= Sudanese Reformed Presbyterian Churches =

The Sudanese Reformed Presbyterian Churches (SRPC) are a unified body of Protestant Churches in Sudan.

==History==
The Sudanese Reformed Churches was started in Khartum in 1992. On 31 October 2005 the Sudanese Reformed Churches were officially organised, in Khartum leaders met to discuss the need for a unified body that would govern these congregations and ensure that matters of doctrine and life, and growth (in the faith as well as numerically) would be soundly grounded on Reformed faith as taught by the Reformers (Luther and Calvin). A Committee was formed to provide leadership until such time as the first SRPC Synod would be held. The committee is now working out a Church Order and governing structure for SRPC, taking guidance from work done in these areas throughout history by Reformed Churches who have struggled to structure their church federations on the solid foundation of Scriptural principles.
The first General Assembly was held in Khartum in 2009, the Second GA was held in Juba in 2011, and the recent GA was in May, 2013 in Malakal.

==Beliefs==
The Sudanese Reformed Presbyterian Churches believe and confess that the Holy Scripture both (Old Testament and New Testament) are the complete, inspired, and normative Word of God and are the only infallible basis of faith and practice for Christian believers(2 Tim 3:16). SRPC adheres to the Ecumenical creeds of the Christian Church: the Apostles' Creed, the Nicene Creed and the Athanasian Creed, the Heidelberg Catechism, Belgic Confession and the Canons of Dort.

==Structure==
SRPC has ten (16) congregations in the following areas of Sudan, 12 ordained pastors and 17 evangelists, and total about 2,034 members. 80% of the churches located in South Sudan, and 20% are in Sudan. In 2005 there were only 500 members. The Sudanese Reformed denomination is a cross-cultural church.
Among the churches there are four congregations in Khartoum (Dar el Salam Sudanese Reformed Presbyterian Church, Abuja Sudanese Reformed Presbyterian Church, Soba Sudanese Reformed Presbyterian Church, Khartoum Sudanese Reformed Presbyterian Church), four congregation in Juba, Southern Sudan (Kator Sudanese Reformed Presbyterian church, Munuki Sudanese Reformed Presbyterian Church, Lologu Sudanese Reformed Presbyterian Church, Hai Malakal Sudanese Reformed Presbyterian Church), as well as Churches in Renk and Malakal, Southern Sudan. Until such time as the SRPC holds its 1st Synod, the SRPC is governed by a Committee composed of five (5) members. SRPC is exploring and hoping to adopt a Reformed Church order based on principles of church government as outlined in the historic Church Orders of the Reformed Churches (e.g. The Church Order of Dordt 1618-1619) with amendments to any articles that are not applicable to the situation as it exists in Sudan.

== Future plans ==
The SRPC is also planning for development of Christian schools (elementary and high schools) in Malakal, has begun to develop a taxi-cab fund generating project to work toward overcoming poverty and dependence. Gospel outreach (church planting) is planned in the following areas in the Southern Sudan: Wau, Aweil, Bor, Bentui, and Rumbek.
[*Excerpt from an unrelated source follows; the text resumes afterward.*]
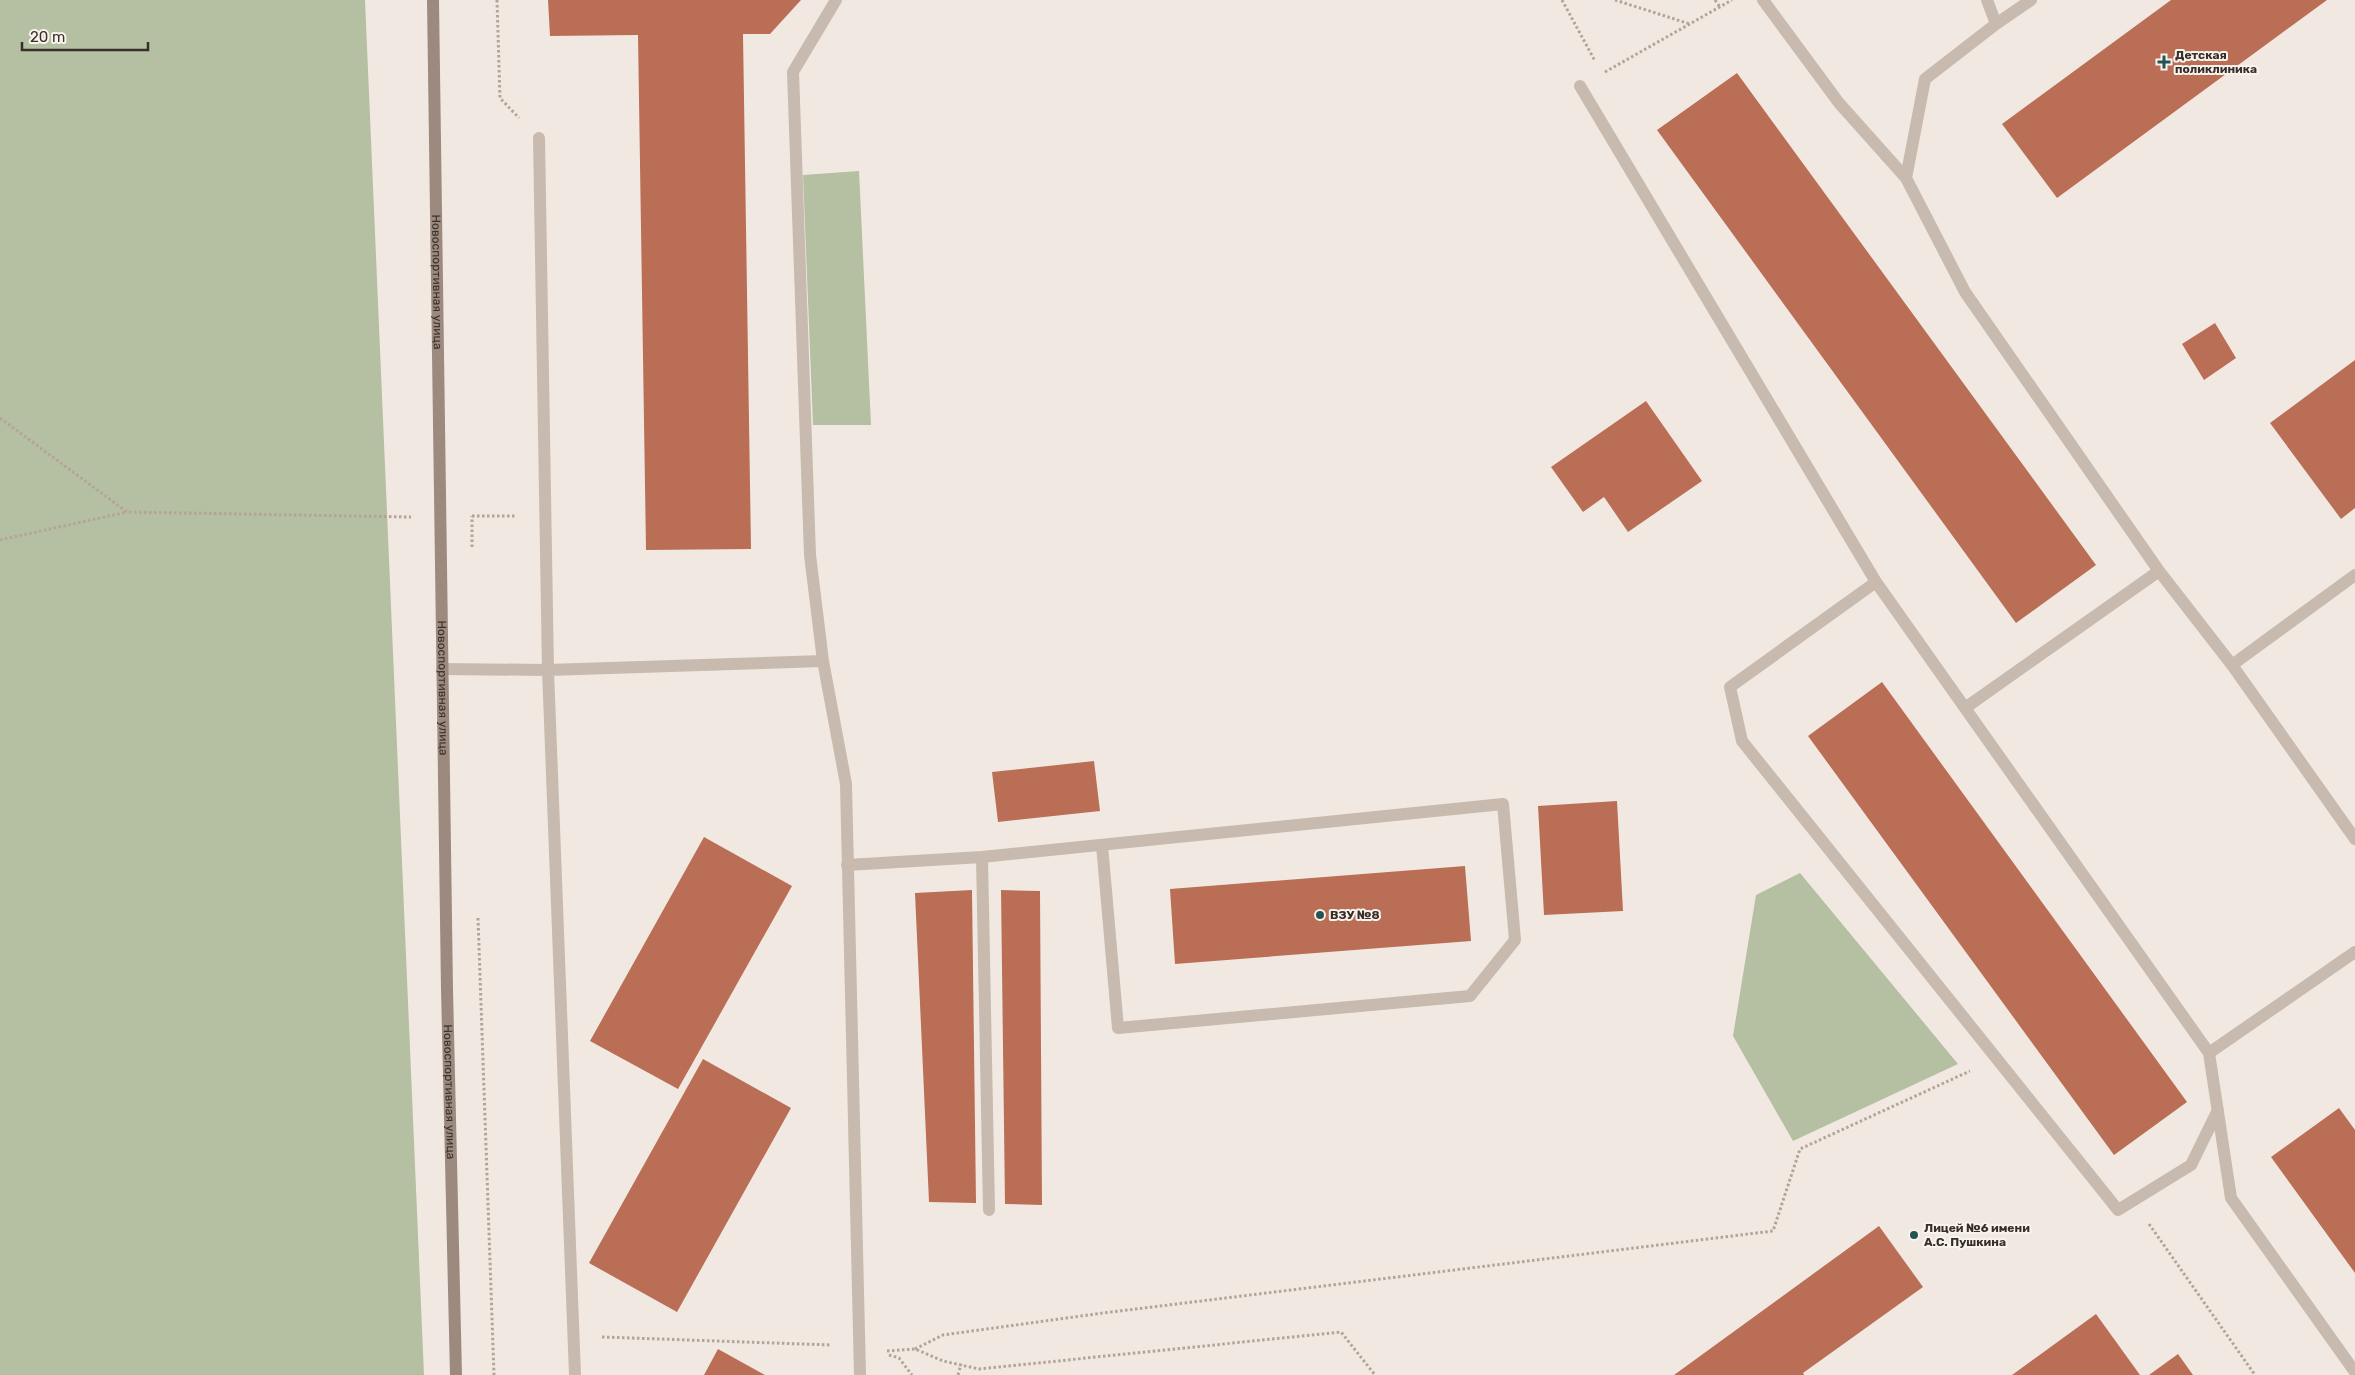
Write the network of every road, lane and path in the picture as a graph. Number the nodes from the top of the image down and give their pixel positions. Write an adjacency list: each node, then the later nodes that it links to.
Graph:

== Interchurch organisations ==
Member of the World Reformed Fellowship. Sister church relations with the Reformed Churches in South Africa was established.

- National level
  - Sudan Evangelical Presbyterian Church
  - Sudan Interior Church
- International level
  - Heritage Netherlands Reformed Congregations
  - Reformed Churches in South Africa
- International ecumenical level
- World Reformed Fellowship

It is also a member of the World Communion of Reformed Churches.